What to do: Examine each line of the data. Copy the line if it includes the word "hand".

──────── Record set

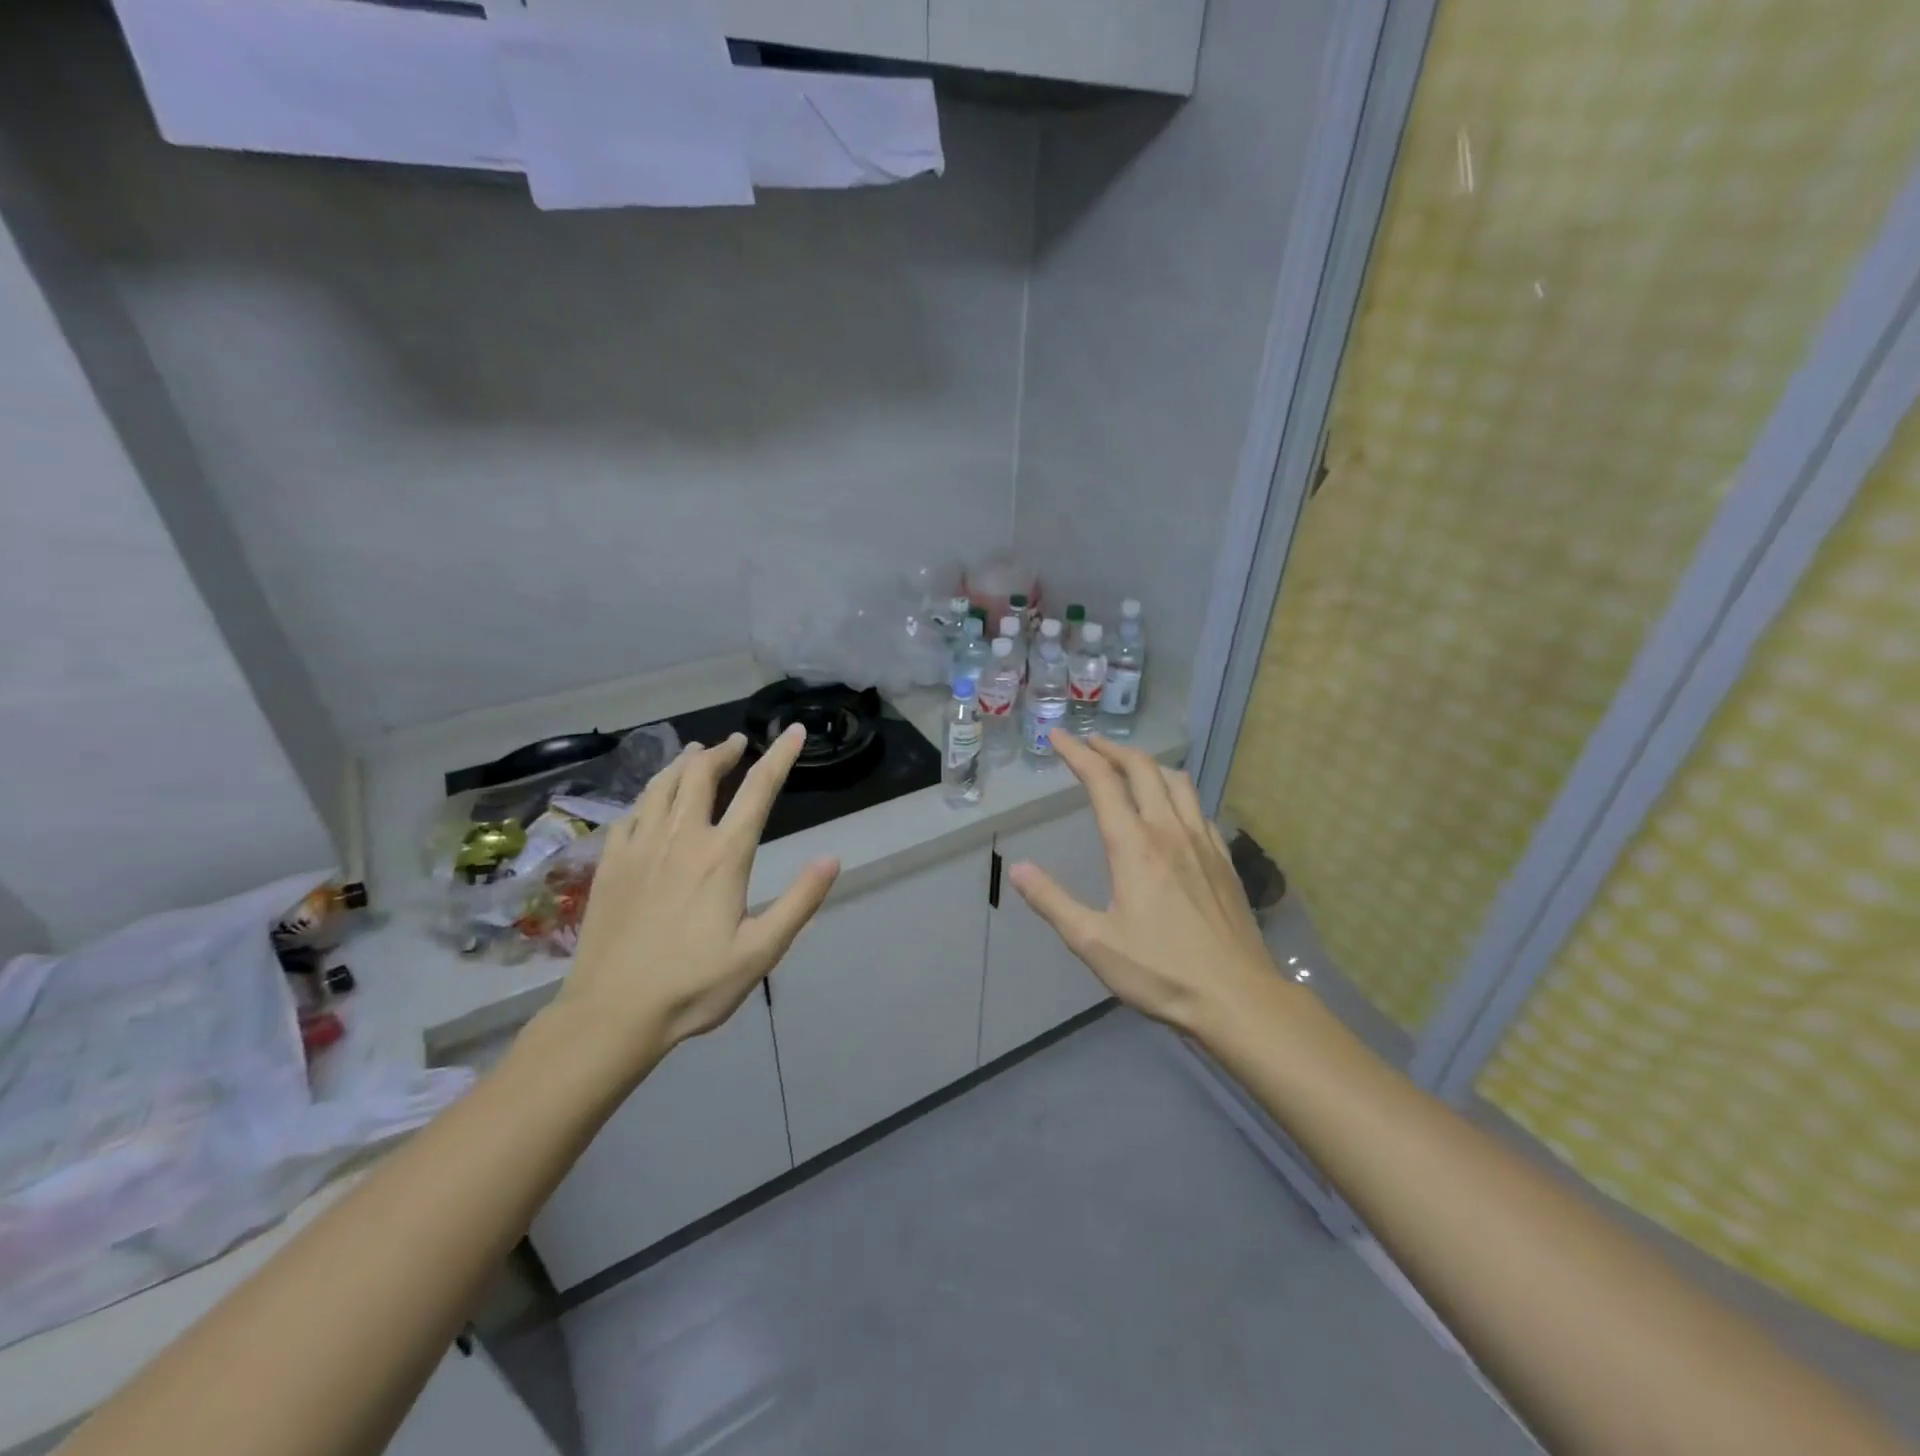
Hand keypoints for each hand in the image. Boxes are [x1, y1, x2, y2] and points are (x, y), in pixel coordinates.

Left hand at [554, 727, 839, 1071]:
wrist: (612, 1014)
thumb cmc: (694, 985)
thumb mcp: (761, 952)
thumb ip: (799, 902)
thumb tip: (831, 858)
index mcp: (722, 856)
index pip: (758, 790)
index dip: (780, 756)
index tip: (794, 732)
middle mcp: (681, 838)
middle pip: (701, 774)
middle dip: (723, 751)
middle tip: (737, 743)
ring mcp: (639, 848)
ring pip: (661, 785)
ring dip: (683, 763)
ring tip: (696, 754)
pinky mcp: (609, 864)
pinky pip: (631, 812)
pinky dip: (648, 794)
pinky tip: (652, 801)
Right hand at [1008, 731, 1278, 1036]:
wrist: (1237, 997)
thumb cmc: (1160, 971)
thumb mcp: (1093, 942)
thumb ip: (1052, 901)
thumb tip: (1018, 868)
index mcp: (1134, 845)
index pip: (1101, 782)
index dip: (1077, 754)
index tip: (1058, 737)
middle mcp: (1169, 830)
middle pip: (1142, 769)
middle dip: (1112, 750)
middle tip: (1090, 745)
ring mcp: (1203, 842)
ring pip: (1177, 781)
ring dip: (1148, 764)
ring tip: (1129, 767)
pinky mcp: (1224, 859)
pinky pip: (1198, 806)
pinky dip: (1176, 791)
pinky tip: (1172, 809)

────────────────

Answer section:
Hand keypoints for each hand in the image. Boxes are [x1, y1, x2, y2] and points are (x, y), in pixel coordinates.
Left hand at [554, 727, 839, 1071]:
Right hand at [1008, 731, 1278, 1036]:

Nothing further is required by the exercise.